Data records: Begin

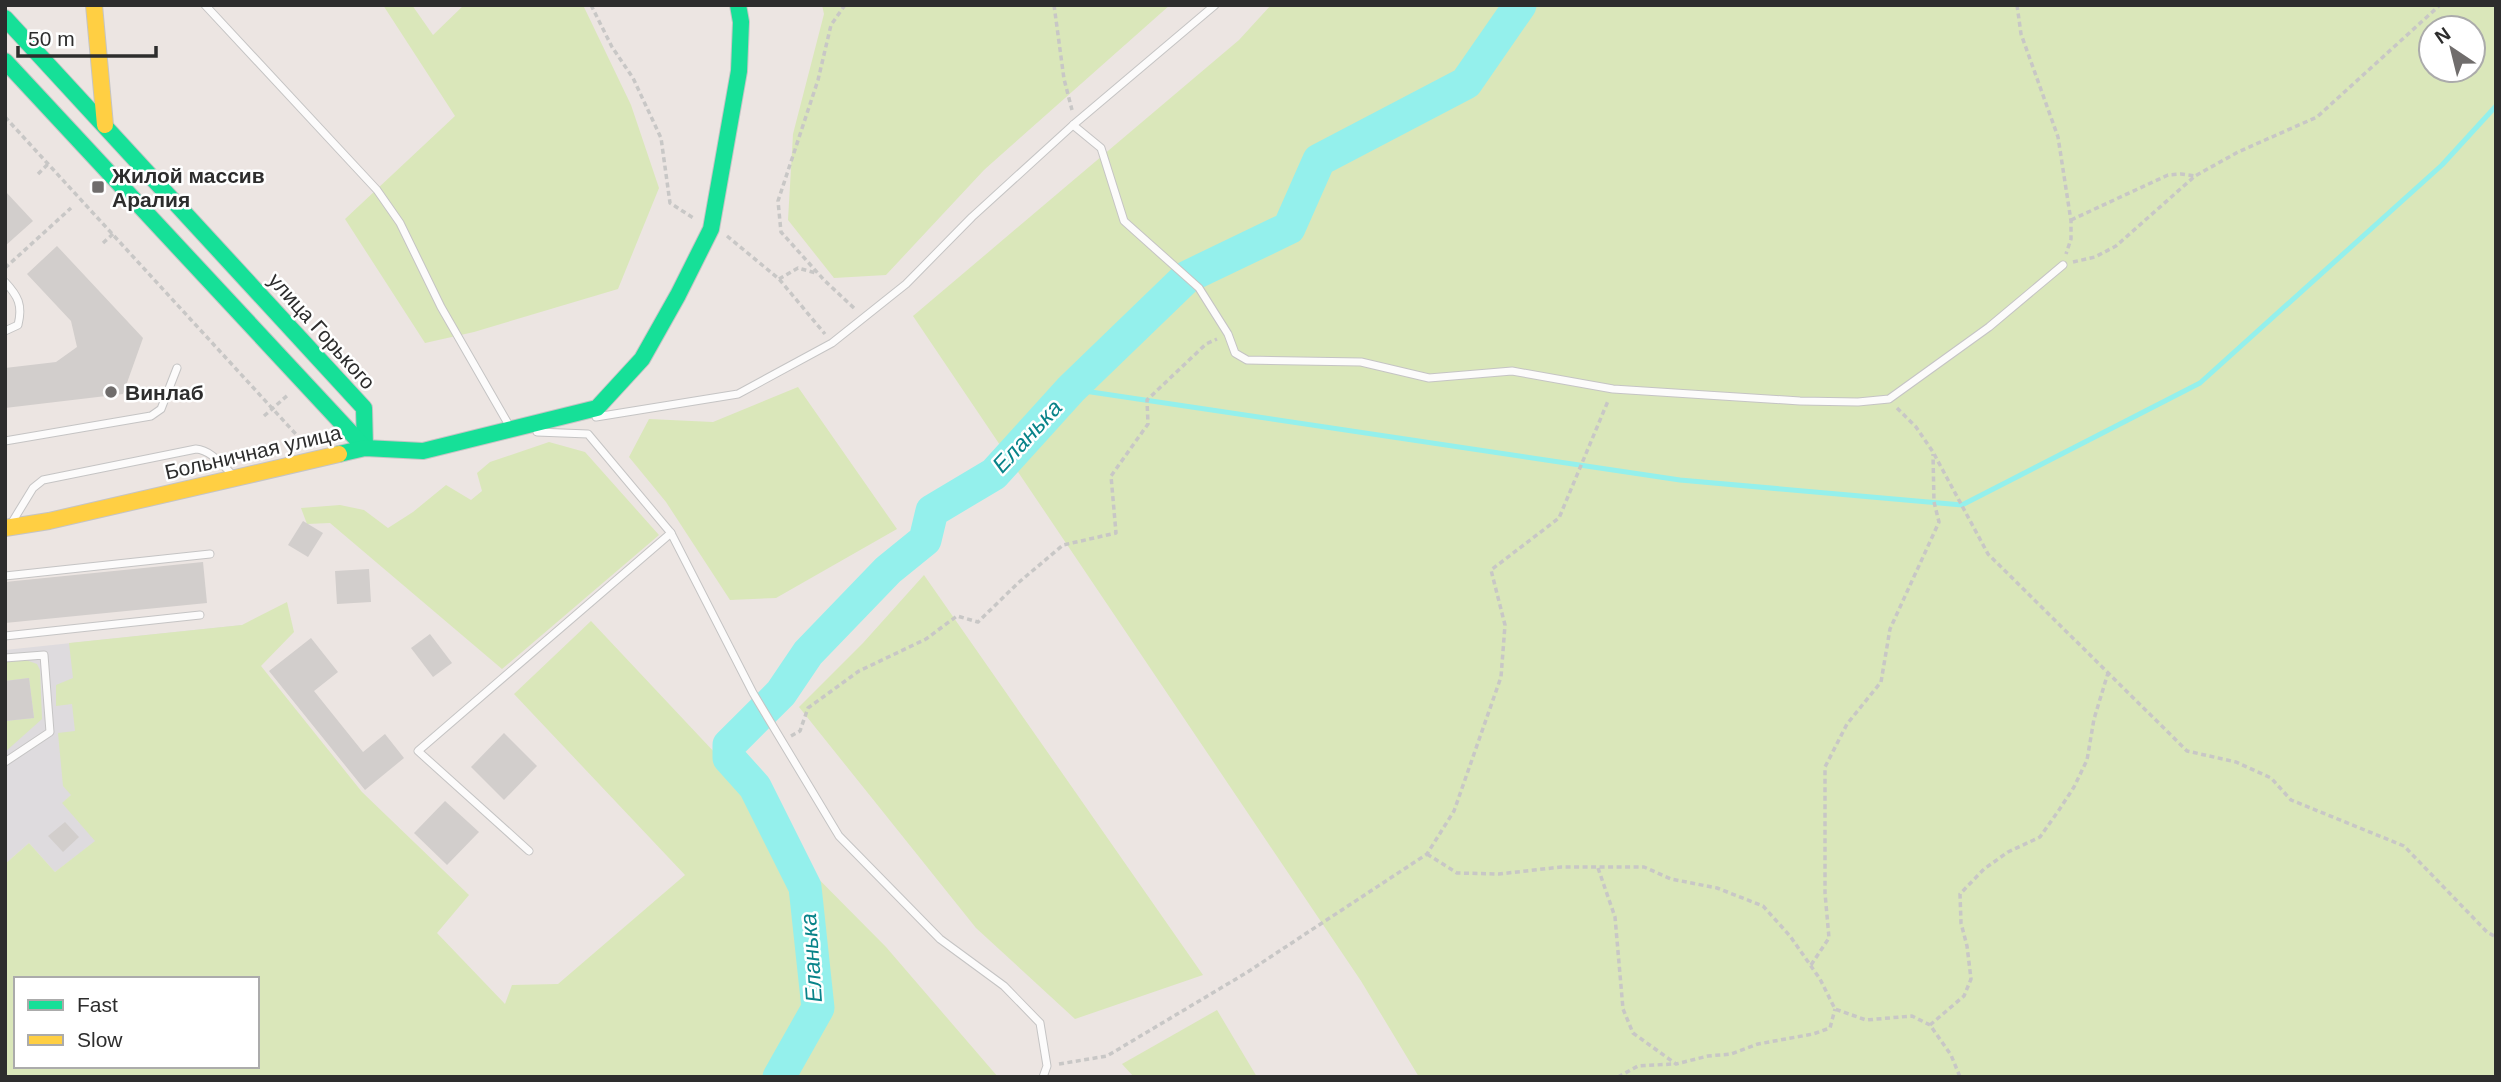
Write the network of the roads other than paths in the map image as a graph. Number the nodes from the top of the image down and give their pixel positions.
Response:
1 (94, 5) edge
2 (205, 5) edge
3 (738, 5) edge
4 (1215, 5) edge
5 (5, 18) edge
6 (5, 61) edge
7 (105, 125) junction
8 (1073, 125) junction
9 (2063, 265) road end
10 (5, 282) edge
11 (5, 331) edge
12 (177, 368) dead end
13 (512, 431) junction
14 (5, 441) edge
15 (365, 448) junction
16 (237, 478) junction
17 (7, 527) edge
18 (671, 533) junction
19 (210, 554) dead end
20 (5, 576) edge
21 (200, 615) dead end
22 (5, 636) edge
23 (5, 659) edge
24 (5, 762) edge
25 (529, 851) dead end
26 (1043, 1077) edge

1 - 7 main road
2 - 13 lane
3 - 13 main road, Больничная улица
4 - 8 lane
5 - 7 main road, улица Горького
6 - 15 main road
7 - 15 main road, улица Горького
8 - 9 lane
8 - 13 lane
10 - 11 lane
12 - 14 lane
13 - 15 main road, Больничная улица
13 - 18 lane
15 - 16 main road, Больничная улица
16 - 17 main road, Больничная улица
16 - 17 lane
18 - 25 lane
18 - 26 lane
19 - 20 lane
21 - 22 lane
23 - 24 lane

Data records: End

=== What to work on ===
If a line contains the word "улица", it counts; say how many such lines there are in the data above, and nothing else.

=== Exercise answer ===
6